___ PROVIDED RECORDS ___

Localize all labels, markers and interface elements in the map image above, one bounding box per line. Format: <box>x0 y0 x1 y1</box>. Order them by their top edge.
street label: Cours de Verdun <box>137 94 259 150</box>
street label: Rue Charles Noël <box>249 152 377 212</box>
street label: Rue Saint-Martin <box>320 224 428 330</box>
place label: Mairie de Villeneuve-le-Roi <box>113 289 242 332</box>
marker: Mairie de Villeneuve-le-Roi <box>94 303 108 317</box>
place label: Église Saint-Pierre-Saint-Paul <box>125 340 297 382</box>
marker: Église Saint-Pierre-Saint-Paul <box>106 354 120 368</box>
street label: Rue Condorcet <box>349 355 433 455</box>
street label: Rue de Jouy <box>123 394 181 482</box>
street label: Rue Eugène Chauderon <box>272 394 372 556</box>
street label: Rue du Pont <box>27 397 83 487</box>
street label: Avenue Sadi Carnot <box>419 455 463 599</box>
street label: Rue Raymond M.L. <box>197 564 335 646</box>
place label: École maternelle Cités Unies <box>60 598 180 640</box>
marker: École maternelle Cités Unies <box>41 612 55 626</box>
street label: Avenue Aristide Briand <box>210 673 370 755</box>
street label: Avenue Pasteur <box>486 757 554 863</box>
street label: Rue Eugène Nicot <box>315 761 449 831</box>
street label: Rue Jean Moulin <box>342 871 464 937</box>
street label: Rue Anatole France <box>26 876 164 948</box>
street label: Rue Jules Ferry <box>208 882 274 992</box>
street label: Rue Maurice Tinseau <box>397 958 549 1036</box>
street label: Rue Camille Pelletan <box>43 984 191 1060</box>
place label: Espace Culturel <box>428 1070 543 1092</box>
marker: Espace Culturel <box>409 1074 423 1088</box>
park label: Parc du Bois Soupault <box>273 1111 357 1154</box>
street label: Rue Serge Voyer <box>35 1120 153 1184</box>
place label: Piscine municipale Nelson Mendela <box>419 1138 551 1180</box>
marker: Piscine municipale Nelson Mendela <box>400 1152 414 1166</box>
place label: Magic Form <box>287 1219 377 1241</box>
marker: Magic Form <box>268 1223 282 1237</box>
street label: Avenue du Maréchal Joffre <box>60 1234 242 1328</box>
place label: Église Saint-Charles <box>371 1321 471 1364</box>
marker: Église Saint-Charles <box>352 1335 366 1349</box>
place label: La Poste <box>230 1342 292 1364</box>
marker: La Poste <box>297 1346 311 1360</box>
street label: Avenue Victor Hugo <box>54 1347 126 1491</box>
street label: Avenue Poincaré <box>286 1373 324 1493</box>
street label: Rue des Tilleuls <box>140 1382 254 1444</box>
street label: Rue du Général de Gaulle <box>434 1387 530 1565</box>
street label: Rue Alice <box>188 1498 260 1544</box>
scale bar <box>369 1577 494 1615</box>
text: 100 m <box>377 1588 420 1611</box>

___

● **WHAT YOU HAVE TO DO**: For every entry above, give it back exactly as written.

● **ANSWER BOX**:
Localize all labels, markers and interface elements in the map image above, one bounding box per line. Format: <box>x0 y0 x1 y1</box>. Order them by their top edge.
street label: Cours de Verdun <box>137 94 259 150</box>
street label: Rue Charles Noël <box>249 152 377 212</box>
street label: Rue Saint-Martin <box>320 224 428 330</box>
place label: Mairie de Villeneuve-le-Roi <box>113 289 242 332</box>
marker: Mairie de Villeneuve-le-Roi <box>94 303 108 317</box>
place label: Église Saint-Pierre-Saint-Paul <box>125 340 297 382</box>
marker: Église Saint-Pierre-Saint-Paul <box>106 354 120 368</box>
street label: Rue Condorcet <box>349 355 433 455</box>
street label: Rue de Jouy <box>123 394 181 482</box>
street label: Rue Eugène Chauderon <box>272 394 372 556</box>
street label: Rue du Pont <box>27 397 83 487</box>
street label: Avenue Sadi Carnot <box>419 455 463 599</box>
street label: Rue Raymond M.L. <box>197 564 335 646</box>
place label: École maternelle Cités Unies <box>60 598 180 640</box>
marker: École maternelle Cités Unies <box>41 612 55 626</box>
street label: Avenue Aristide Briand <box>210 673 370 755</box>
street label: Avenue Pasteur <box>486 757 554 863</box>
street label: Rue Eugène Nicot <box>315 761 449 831</box>
street label: Rue Jean Moulin <box>342 871 464 937</box>
street label: Rue Anatole France <box>26 876 164 948</box>
street label: Rue Jules Ferry <box>208 882 274 992</box>
street label: Rue Maurice Tinseau <box>397 958 549 1036</box>
street label: Rue Camille Pelletan <box>43 984 191 1060</box>
place label: Espace Culturel <box>428 1070 543 1092</box>
marker: Espace Culturel <box>409 1074 423 1088</box>
park label: Parc du Bois Soupault <box>273 1111 357 1154</box>
street label: Rue Serge Voyer <box>35 1120 153 1184</box>
place label: Piscine municipale Nelson Mendela <box>419 1138 551 1180</box>
marker: Piscine municipale Nelson Mendela <box>400 1152 414 1166</box>
place label: Magic Form <box>287 1219 377 1241</box>
marker: Magic Form <box>268 1223 282 1237</box>
street label: Avenue du Maréchal Joffre <box>60 1234 242 1328</box>
place label: Église Saint-Charles <box>371 1321 471 1364</box>
marker: Église Saint-Charles <box>352 1335 366 1349</box>
place label: La Poste <box>230 1342 292 1364</box>
marker: La Poste <box>297 1346 311 1360</box>
street label: Avenue Victor Hugo <box>54 1347 126 1491</box>
street label: Avenue Poincaré <box>286 1373 324 1493</box>
street label: Rue des Tilleuls <box>140 1382 254 1444</box>
street label: Rue du Général de Gaulle <box>434 1387 530 1565</box>
street label: Rue Alice <box>188 1498 260 1544</box>
scale bar <box>369 1577 494 1615</box>
text: 100 m <box>377 1588 420 1611</box>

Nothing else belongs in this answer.